Thank you so much for caring about this bird.

Terry


----------



## Fausty (Feb 13, 2005)

The bird is wearing 2 bands, a pink one and a silver one. Ill get the numbers off it tomorrow and post it up. Does anyone happen to know any good sites for locals on long Island? I remeber reading some a few weeks ago but I cant find them anymore.


----------



## Fausty (Feb 13, 2005)

http://www.ifpigeon.com/ Just found abunch of band listing, Ill just check through them.


----------



## phyll (Mar 15, 2004)

Fausty,
Thanks for being concerned about this pigeon.
If you do make contact with the owner, please be certain that the owner wants the pigeon returned to them.
Many owners do NOT want pigeons who happened to get themselves lost.
It's sad & hard to believe, but it's a fact.
Not being familiar with the "pigeon" scene, I mistakenly thought that people with pigeon lofts actually loved all the pigeons. SOME do, but unfortunately, many do not. The pigeons are their hobby/sport ~ game pieces to be played with. It's really, really sad that these people do not realize or just don't care about what they are doing.

When I found my pigeon, I was thrilled to see a band.
It would be a joyous reunion, I thought! I envisioned his owner(s) crying at the sight of him. Like, thank God he's alive, I'm so happy to have him home.
We had even looked for an add in the newspaper! What a joke!
Fugghedaboudit!!!
They did NOT even want him returned. 
One thing to their credit, though.

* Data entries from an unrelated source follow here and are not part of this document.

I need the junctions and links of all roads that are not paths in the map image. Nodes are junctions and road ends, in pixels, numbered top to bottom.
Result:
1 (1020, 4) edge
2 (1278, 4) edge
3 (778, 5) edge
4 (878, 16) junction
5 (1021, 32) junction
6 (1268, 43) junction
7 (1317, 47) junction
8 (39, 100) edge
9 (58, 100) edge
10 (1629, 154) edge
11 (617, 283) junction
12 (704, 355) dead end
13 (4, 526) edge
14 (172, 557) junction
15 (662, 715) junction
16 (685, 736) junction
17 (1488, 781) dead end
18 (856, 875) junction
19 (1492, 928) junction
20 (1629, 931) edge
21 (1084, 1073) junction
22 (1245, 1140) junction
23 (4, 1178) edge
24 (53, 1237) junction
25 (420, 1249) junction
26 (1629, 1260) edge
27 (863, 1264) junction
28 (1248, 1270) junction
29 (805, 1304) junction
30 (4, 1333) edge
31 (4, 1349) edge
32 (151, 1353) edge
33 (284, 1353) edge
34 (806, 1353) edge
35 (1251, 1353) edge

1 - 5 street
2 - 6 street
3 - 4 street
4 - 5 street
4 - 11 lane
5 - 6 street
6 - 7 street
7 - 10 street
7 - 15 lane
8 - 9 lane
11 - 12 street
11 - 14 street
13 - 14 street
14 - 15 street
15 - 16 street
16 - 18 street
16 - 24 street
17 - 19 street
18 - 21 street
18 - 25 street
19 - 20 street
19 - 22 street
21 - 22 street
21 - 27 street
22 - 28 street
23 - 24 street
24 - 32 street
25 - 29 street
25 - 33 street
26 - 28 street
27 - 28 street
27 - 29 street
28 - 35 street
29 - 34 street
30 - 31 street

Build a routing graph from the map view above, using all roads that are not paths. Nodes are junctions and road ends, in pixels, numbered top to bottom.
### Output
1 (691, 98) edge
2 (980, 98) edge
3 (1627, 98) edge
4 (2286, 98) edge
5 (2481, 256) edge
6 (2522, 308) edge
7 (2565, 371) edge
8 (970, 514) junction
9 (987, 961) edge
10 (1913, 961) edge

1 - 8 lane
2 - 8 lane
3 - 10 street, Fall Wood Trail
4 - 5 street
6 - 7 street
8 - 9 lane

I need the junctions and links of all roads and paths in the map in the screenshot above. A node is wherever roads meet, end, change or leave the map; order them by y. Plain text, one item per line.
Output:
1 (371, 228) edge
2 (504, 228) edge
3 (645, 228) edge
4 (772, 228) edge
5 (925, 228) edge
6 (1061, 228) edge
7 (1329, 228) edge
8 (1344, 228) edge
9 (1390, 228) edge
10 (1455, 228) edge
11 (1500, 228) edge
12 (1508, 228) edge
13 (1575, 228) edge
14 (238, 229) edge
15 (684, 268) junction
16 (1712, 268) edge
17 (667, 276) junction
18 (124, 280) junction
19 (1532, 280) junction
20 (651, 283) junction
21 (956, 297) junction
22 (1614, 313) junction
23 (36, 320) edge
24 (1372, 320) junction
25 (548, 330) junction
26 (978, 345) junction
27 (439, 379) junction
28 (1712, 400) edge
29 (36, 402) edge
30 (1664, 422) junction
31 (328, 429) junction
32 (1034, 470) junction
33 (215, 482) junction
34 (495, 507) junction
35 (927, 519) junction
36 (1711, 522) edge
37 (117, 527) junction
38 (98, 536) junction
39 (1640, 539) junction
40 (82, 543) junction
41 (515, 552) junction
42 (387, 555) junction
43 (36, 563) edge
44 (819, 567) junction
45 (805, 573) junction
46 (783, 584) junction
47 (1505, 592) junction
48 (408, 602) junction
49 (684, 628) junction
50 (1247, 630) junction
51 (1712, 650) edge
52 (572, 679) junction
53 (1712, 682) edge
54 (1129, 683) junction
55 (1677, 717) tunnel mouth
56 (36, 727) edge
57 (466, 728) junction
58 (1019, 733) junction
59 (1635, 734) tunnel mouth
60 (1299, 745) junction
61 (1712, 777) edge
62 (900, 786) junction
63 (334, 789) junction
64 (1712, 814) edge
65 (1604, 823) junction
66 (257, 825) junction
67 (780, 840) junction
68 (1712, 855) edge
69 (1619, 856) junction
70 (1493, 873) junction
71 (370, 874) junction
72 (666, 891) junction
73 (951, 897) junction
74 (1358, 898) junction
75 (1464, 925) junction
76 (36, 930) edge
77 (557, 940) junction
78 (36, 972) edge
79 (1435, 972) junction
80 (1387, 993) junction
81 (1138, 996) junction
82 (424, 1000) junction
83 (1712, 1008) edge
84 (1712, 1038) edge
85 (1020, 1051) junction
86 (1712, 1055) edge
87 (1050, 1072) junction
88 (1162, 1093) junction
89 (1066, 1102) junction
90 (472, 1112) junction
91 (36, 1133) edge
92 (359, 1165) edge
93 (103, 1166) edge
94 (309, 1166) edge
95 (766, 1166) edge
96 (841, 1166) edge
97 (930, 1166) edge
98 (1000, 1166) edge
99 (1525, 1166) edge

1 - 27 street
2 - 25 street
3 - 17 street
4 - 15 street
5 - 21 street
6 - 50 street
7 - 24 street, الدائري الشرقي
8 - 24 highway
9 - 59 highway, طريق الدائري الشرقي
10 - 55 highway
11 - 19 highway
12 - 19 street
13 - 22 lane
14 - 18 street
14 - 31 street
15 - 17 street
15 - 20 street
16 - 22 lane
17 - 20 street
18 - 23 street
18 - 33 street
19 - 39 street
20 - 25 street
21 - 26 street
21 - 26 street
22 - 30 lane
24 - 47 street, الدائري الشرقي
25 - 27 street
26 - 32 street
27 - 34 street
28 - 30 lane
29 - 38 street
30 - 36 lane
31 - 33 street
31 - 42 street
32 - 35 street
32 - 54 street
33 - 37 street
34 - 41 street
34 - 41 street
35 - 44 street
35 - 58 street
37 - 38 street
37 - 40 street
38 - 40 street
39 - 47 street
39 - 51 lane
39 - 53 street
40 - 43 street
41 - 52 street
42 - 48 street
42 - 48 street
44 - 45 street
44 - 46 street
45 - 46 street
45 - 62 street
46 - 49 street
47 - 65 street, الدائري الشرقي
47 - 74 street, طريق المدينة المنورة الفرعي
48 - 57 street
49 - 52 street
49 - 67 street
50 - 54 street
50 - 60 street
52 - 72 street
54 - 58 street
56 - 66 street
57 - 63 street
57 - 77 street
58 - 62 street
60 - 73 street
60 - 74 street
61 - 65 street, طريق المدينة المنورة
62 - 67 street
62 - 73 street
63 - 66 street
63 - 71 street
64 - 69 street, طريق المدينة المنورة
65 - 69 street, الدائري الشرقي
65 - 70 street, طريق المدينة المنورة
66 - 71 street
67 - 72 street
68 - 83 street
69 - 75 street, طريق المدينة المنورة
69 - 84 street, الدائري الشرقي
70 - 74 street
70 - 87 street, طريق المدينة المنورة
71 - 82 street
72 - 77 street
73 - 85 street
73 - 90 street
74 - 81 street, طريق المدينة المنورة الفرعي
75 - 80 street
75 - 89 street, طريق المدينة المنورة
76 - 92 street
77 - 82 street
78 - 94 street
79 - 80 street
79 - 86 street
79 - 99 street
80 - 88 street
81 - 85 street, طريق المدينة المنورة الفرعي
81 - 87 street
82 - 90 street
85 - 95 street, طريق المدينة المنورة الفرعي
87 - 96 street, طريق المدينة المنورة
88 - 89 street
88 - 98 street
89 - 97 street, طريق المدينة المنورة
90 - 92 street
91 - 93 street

They did not let us return him, only to kill him later.

There are stories about owners being forced to retrieve their lost pigeons & killing them in front of their rescuers. It's so heartbreaking. If the poor pigeon doesn't make it home on it's own, some owners consider them worthless.
I am the one thanking God now. My pigeon has been a blessing every single day.
Sorry about going on, but I had to let you know before you returned him. 

Phyll


----------



## Birdmom4ever (Jan 14, 2003)

*found pigeons*

Phyll, I'm sorry you had a bad experience. Unfortunately that does happen with some pigeon owners. But there are those of us who do love our birds and want them back. For us it IS a joyful reunion and "Thank God you found him!" I think anyone who finds a banded pigeon should attempt to find the owner. If you track him down, you can usually tell by his reaction on the phone whether or not he wants the pigeon back. If not, and you offer to keep the bird, most guys will gladly let you do so.

I've gotten two lost pigeons back because of the phone number on their bands. I'd hate for someone to not return my bird just because he or she has heard that most pigeon keepers don't care about getting them back.


----------